WORK REQUEST
Report back every line from the entries below in which the word "formed" occurs.

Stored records
──────────────────────────────
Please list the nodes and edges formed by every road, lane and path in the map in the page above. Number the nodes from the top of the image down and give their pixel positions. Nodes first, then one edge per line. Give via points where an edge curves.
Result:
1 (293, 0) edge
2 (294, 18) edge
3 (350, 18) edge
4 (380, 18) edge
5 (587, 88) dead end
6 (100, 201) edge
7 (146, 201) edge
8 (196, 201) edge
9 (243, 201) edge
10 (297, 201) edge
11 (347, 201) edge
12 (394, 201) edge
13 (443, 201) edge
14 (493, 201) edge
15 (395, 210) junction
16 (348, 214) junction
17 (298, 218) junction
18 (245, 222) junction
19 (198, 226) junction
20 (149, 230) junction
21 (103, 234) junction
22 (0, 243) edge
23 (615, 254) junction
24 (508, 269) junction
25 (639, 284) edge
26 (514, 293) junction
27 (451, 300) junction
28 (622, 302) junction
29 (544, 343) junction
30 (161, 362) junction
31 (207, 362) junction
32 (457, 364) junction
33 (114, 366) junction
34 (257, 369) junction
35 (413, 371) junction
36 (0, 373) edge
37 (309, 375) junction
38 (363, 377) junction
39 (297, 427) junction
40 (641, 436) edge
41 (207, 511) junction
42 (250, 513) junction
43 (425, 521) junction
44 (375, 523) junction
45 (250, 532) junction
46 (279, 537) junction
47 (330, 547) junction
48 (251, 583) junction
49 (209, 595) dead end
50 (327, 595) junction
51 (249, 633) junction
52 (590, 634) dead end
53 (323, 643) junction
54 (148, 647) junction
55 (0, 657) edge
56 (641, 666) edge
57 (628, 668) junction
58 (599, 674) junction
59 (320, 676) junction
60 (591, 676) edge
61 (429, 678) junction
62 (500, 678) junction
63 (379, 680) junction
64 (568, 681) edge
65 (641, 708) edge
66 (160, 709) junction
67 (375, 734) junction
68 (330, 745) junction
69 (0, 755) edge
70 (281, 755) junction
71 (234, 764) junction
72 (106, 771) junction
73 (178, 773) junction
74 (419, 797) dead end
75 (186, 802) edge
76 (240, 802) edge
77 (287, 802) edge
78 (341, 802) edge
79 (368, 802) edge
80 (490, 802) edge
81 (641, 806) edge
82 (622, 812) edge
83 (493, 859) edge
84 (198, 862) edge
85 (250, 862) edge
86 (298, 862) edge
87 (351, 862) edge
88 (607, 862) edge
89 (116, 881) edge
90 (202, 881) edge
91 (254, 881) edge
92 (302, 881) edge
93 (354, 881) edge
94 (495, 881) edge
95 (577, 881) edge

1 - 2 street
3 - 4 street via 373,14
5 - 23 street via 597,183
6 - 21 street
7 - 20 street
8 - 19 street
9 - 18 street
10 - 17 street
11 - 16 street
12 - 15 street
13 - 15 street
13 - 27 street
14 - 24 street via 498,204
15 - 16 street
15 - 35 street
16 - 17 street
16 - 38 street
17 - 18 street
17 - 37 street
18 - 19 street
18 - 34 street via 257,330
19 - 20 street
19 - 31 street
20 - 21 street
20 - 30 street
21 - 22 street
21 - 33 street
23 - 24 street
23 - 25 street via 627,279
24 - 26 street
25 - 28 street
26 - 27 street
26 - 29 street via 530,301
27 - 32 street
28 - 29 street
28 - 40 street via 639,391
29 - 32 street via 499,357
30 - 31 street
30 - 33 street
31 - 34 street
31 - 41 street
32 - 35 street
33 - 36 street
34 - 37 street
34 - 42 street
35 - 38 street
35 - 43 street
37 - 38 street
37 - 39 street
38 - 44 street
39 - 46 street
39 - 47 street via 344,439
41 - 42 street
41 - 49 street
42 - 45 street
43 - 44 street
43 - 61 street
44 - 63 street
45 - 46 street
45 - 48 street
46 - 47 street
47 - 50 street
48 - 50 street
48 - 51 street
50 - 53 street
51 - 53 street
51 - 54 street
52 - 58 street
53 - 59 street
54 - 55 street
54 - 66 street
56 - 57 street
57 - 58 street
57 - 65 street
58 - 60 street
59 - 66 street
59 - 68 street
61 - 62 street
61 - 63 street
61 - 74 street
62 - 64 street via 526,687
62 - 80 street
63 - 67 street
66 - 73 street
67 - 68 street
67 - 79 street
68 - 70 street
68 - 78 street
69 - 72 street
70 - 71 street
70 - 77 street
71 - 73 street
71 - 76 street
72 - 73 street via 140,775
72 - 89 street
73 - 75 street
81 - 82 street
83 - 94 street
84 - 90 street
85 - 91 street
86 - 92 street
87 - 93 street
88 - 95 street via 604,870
──────────────────────────────
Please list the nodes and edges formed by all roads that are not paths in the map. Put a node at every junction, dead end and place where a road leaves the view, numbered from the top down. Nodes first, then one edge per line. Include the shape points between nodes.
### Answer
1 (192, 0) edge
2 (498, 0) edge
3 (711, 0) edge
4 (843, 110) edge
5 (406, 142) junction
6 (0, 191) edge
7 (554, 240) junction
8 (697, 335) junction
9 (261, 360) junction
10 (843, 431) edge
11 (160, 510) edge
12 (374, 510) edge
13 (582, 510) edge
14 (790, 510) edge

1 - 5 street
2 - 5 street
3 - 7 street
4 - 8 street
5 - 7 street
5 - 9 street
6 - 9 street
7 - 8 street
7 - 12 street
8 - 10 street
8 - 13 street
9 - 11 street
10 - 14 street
──────────────────────────────
RESPONSE
Please list the nodes and edges formed by every road, lane and path in the map in the page above. Number the nodes from the top of the image down and give their pixel positions. Nodes first, then one edge per line. Give via points where an edge curves.
Please list the nodes and edges formed by all roads that are not paths in the map. Put a node at every junction, dead end and place where a road leaves the view, numbered from the top down. Nodes first, then one edge per line. Include the shape points between nodes.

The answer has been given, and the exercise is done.